Nonradiology NIMIS leads are given skill sets to undertake routine daily quality assurance tasks and perform routine troubleshooting of local issues. Also, nonradiology NIMIS leads are urged to develop a distinct relationship with the NIMIS support helpdesk.
NIMIS RIS is being utilized to provide enterprise OCM functionality due to the absence of a national OCM solution, and as a result, the requesting process is not as slick as that provided by dedicated OCM.
While NIMIS is inherently a radiology system, the original design and implementation has extended the boundaries of the solution into other imaging-type services such as cardiology, vascular, arthroscopy, obstetrics, and respiratory functions, according to the authors.
For cardiology, there is an indication that regional/national cardiovascular information system (CVIS) procurement is commencing and an understanding that such a system would replace NIMIS RIS on relevant sites, but NIMIS PACS would continue to archive for cardiac image data. An obstetric ultrasound national maternity system is commencing soon, and this will include electronic requesting and reporting of exams. It is envisaged that NIMIS PACS would play an image archiving role for this system.
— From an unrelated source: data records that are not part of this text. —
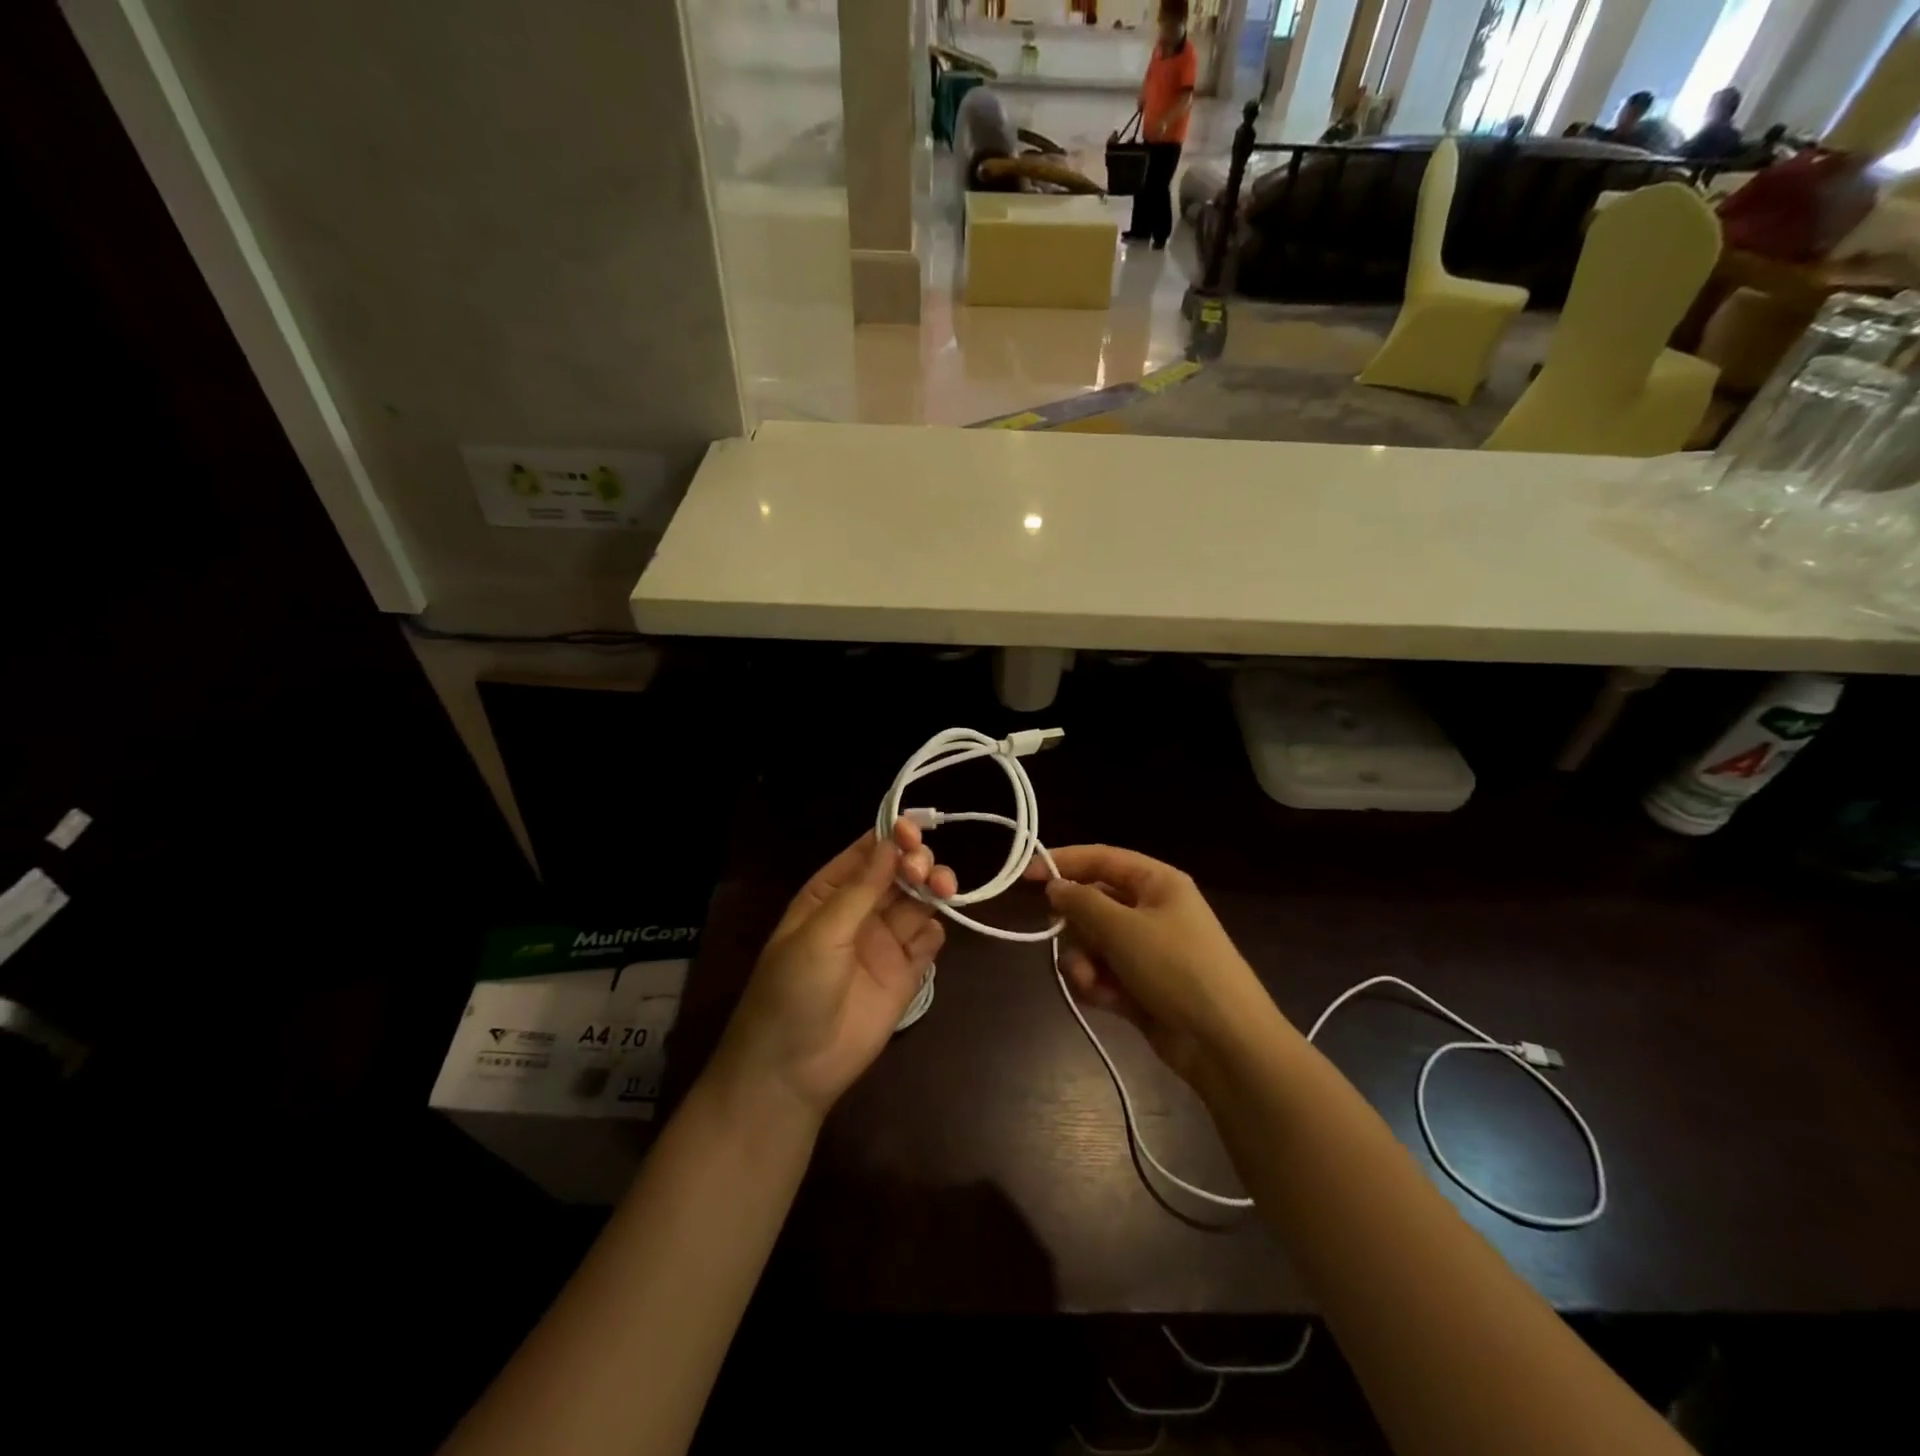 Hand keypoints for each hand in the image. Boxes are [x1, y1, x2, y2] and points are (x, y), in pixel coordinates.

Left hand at [711, 820, 957, 1119]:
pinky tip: (932, 931)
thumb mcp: (820, 934)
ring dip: (933, 889)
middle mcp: (861, 912)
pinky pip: (928, 941)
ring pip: (918, 902)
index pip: (866, 854)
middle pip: (899, 874)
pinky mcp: (906, 974)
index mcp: (829, 895)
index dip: (891, 837)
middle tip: (923, 869)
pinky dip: (936, 930)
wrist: (793, 1070)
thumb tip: (892, 844)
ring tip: (943, 888)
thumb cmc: (793, 990)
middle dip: (916, 862)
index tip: (915, 829)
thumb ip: (860, 891)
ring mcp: (884, 943)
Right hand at [1026, 845, 1268, 1083]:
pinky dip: (1097, 985)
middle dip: (1076, 927)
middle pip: (1093, 904)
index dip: (1063, 862)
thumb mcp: (1123, 928)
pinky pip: (1103, 974)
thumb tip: (1055, 887)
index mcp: (1157, 883)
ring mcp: (1146, 950)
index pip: (1102, 859)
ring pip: (1093, 942)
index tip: (1026, 876)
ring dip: (1083, 961)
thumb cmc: (1176, 968)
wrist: (1224, 1043)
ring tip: (1090, 981)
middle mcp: (1151, 910)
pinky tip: (1104, 1000)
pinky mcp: (1140, 986)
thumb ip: (1082, 903)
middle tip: (1066, 939)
A national ordercomms system will be rolled out in the next two to three years, and electronic requesting, results, and image viewing currently performed via NIMIS RIS will fall within the OCM system remit.
The legislative framework is now in place to support the introduction of a national patient identifier scheme. Implementation of an identifier scheme and use within NIMIS would deliver immeasurable benefits to all system users, including nonradiology imaging areas, and would deliver a true single national patient imaging record.
Another possible extension is to cooperate with colleagues in Northern Ireland, where there are multiple PACS networks installed by Sectra. The current NIMIS architecture is XDS enabled, allowing for cross-border sharing of data.